SALT LAKE CITY (ABC4) — A statewide point-in-time count reveals that there are around 3,556 people experiencing homelessness on any given night in Utah.

The Utah Homelessness Council and Utah Office of Homeless Services released a new strategic plan on Monday, March 13, to address homelessness throughout the state.

As of April 2022, an estimated 12,442 Utahns are enrolled in homeless services or housing projects in the state, according to the Homeless Management Information System.

“Our vision for the homeless response system in Utah is to make homelessness rare, brief, and non-recurring; that all people experiencing homelessness can thrive to their fullest potential; and that our communities are stable and safe for everyone,” said Whitney Clayton, co-chair of the Utah Homelessness Council.

Other than outlining goals, the plan also points out racial inequalities in the homeless system of care. Black people only account for 1% of Utah’s population, but over 10% of them are homeless. Similarly, the Hispanic or Latino community represents 14% of the state population and makes up 23% of those who are experiencing homelessness.

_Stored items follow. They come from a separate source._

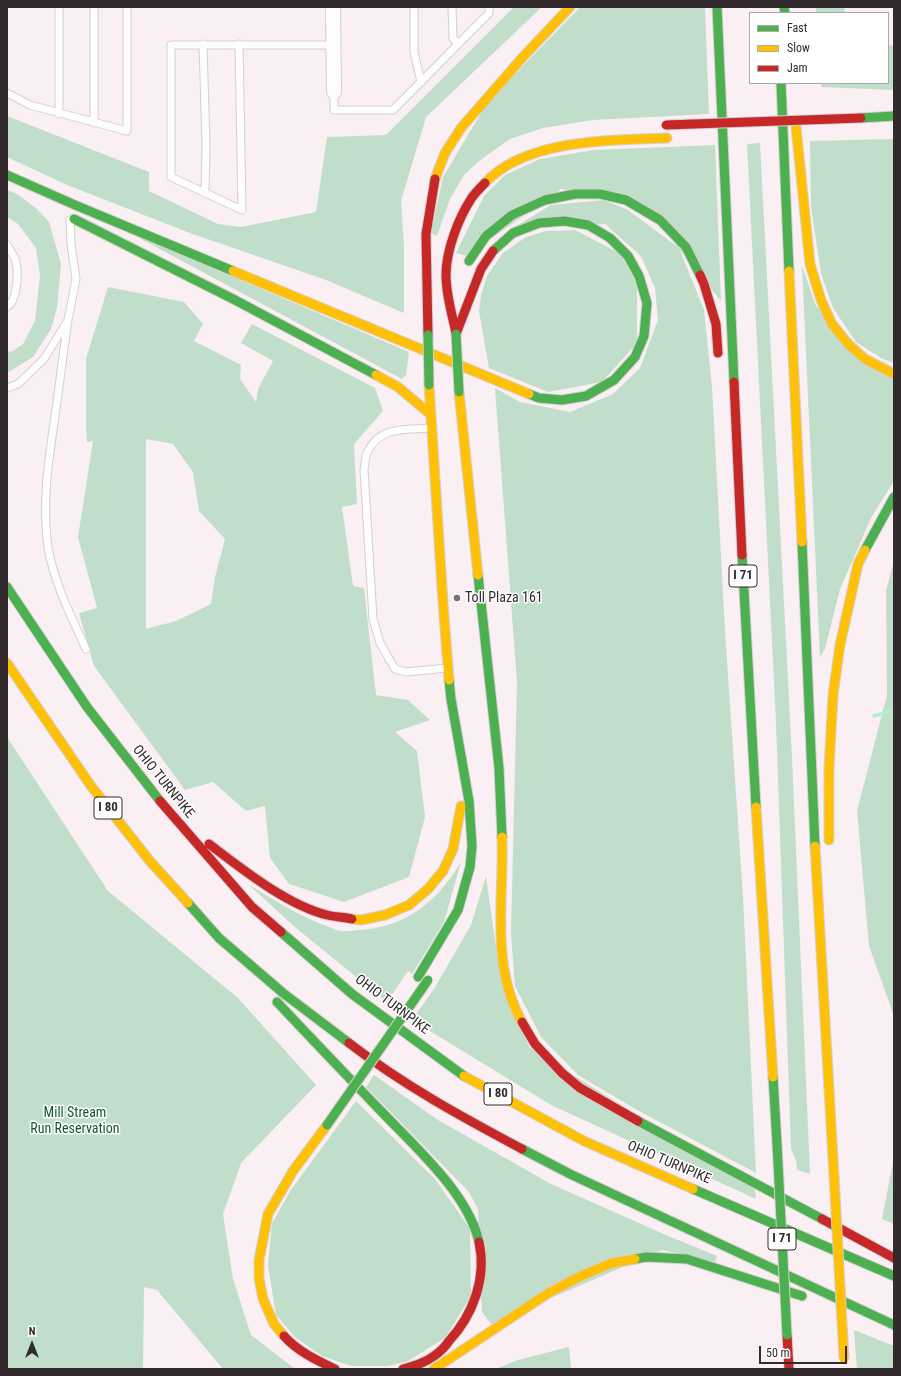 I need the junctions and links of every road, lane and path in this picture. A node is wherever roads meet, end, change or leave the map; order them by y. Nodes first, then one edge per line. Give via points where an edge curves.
1 (58, 7) edge
2 (94, 7) edge
3 (127, 7) edge
4 (333, 7) edge
5 (414, 7) edge
6 (452, 7) edge
7 (489, 7) edge
8 (570, 7) edge
9 (717, 7) edge
10 (203, 44) junction
11 (239, 44) junction
12 (458, 44) junction
13 (334, 45) junction
14 (421, 82) junction
15 (780, 84) edge
16 (334, 92) joint
17 (7, 93) edge
18 (59, 114) junction
19 (795, 114) dead end
20 (894, 116) edge
21 (94, 123) junction
22 (663, 126) dead end
23 (807, 131) dead end
24 (776, 133) dead end
25 (730, 135) dead end
26 (714, 136) dead end
27 (671, 138) dead end
28 (7, 175) edge
29 (7, 185) edge
30 (16, 189) dead end
31 (205, 193) junction
32 (75, 205) junction
33 (66, 215) junction
34 (7, 245) edge
35 (436, 262) dead end
36 (466, 267) dead end
37 (458, 296) dead end
38 (7, 307) edge
39 (428, 309) junction
40 (68, 320) junction
41 (456, 334) junction
42 (718, 362) dead end
43 (894, 374) edge
44 (7, 388) edge
45 (430, 414) junction
46 (431, 428) junction
47 (894, 497) edge
48 (733, 562) dead end
49 (7, 587) edge
50 (86, 649) dead end
51 (747, 655) junction
52 (7, 663) edge
53 (449, 668) junction
54 (499, 768) junction
55 (464, 777) junction
56 (491, 798) dead end
57 (168, 812) junction
58 (829, 847) dead end
59 (825, 869) dead end
60 (818, 906) junction
61 (219, 938) junction
62 (430, 977) dead end
63 (415, 980) dead end
64 (258, 984) dead end
65 (270, 995) dead end
66 (391, 1016) dead end
67 (382, 1028) dead end
68 (369, 1048) dead end
69 (342, 1086) dead end
70 (894, 1258) edge
71 (894, 1276) edge
72 (811, 1299) dead end
73 (826, 1304) dead end
74 (263, 1321) dead end
75 (894, 1325) edge
76 (274, 1339) dead end
77 (335, 1369) edge
78 (403, 1369) edge
79 (434, 1369) edge
80 (789, 1369) edge
81 (844, 1369) edge

1 - 18 lane
2 - 21 lane
3 - 21 lane via 127,131
4 - 13 street
5 - 14 lane via 414,52
6 - 12 lane via 453,38
7 - 12 lane via 489,13
8 - 39 highway via 461,128 445,153 434,183 426,234
9 - 51 highway, I 71
10 - 11 lane
10 - 31 lane
10 - 31 lane via 171,45 170,177
11 - 13 lane
11 - 31 lane via 242,210
12 - 14 lane
13 - 16 street
14 - 16 lane via 393,110 334,110
15 - 60 highway
17 - 18 lane via 30,105
18 - 21 lane
19 - 43 highway via 813,280 826,314 839,333 856,352
20 - 22 highway, bridge
23 - 24 highway
25 - 26 highway
27 - 41 highway via 557,146 520,158 492,176 475,193 461,216 446,262 445,282
28 - 32 highway
29 - 30 highway
32 - 33 lane
32 - 41 highway via 539,398 562,400 586,396 614,380 635,357 644,336 647,303 639,276 628,256 610,238 588,225 565,221 539,224 513,233 494,249 481,269
33 - 40 lane via 76,279
33 - 45 highway via 235,300 398,387
34 - 38 lane via 15,259 18,281 11,305
35 - 39 highway
36 - 42 highway via 486,236 512,214 544,200 575,194 600,194 626,200 660,220 686,247 704,284 716,324
37 - 41 highway
39 - 45 highway, bridge
40 - 44 lane via 44,359 18,384
40 - 50 lane via 47,473 45,517 48,548 55,575
41 - 54 highway, bridge via 459,392
45 - 46 highway
46 - 53 highway
46 - 53 lane via 387,432 377,438 368,452 364,470 373,619 380,643 395,669 406,672
47 - 58 highway via 858,564 840,645 833,695 829,768
48 - 51 highway
49 - 57 highway, OHIO TURNPIKE / I 80 via 87,707
51 - 80 highway, I 71, bridge
52 - 61 highway, I 80 via 90,786 149,860
53 - 55 highway via 451,699
54 - 56 highway
54 - 70 highway via 503,865 500,908 502,957 516,1011 535,1044 562,1074 580,1088
55 - 57 highway via 458,827 453,849 443,871 428,889 409,905 361,920 327,915 298,904 250,875
55 - 63 highway via 471,825 470,867 458,910
57 - 71 highway, OHIO TURNPIKE / I 80 via 252,907 352,994 461,1074 584,1141
59 - 60 highway
60 - 81 highway, bridge
61 - 64 highway via 228,952
61 - 75 highway, I 80 via 283,993 355,1048 405,1083 458,1115 572,1175
62 - 77 highway, bridge via 293,1171 268,1214 258,1260 263,1300 274,1324 290,1342
65 - 78 highway via 441,1175 462,1203 476,1230 481,1250 480,1284 465,1323 436,1355
66 - 67 highway
68 - 69 highway
72 - 79 highway via 680,1258 655,1256 626,1259 593,1269 562,1285
73 - 75 highway
74 - 76 highway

“People of color and low-income communities have been more impacted but it is not addressed,” said a representative of the Utah Housing Corporation. “When we think about our homeless response, we are often thinking about white people who speak English. We don’t meet the needs of people of color, immigrants, people who speak other languages.”

The new plan, approved in February 2023, can be narrowed down into five goals:

  1. Increase accessible and affordable permanent housing opportunities for people experiencing homelessness across the state
  2. Increase access to and availability of supportive services and case management for people experiencing and at risk of homelessness
  3. Expand homeless prevention efforts by increasing coordination, resources, and affordable housing opportunities
  4. Target housing resources and supportive services to people experiencing unsheltered homelessness
  5. Promote alignment and coordination across multiple systems of care to support people experiencing and at risk of homelessness

By 2027, Utah leaders hope to create at least 547 housing opportunities for the homeless community and reduce the number of homeless individuals by 20% each year. The plan also seeks to reduce vulnerable subpopulations including those who are chronically homeless, veterans, survivors of domestic violence, youth, and people with disabilities.

According to the federal government’s Homeless Management Information System data, around 48% of the people who are homeless had a disability, and about 36% had a mental health condition or substance abuse disorder. Not only that, it reportedly takes a Utahn approximately 92 days – more than three months – to exit homelessness, meaning they have found permanent housing.

A 2021 bill created the Council and tasked the coordinator of the Utah Office of Homeless Services with creating a new plan to minimize homelessness in the state.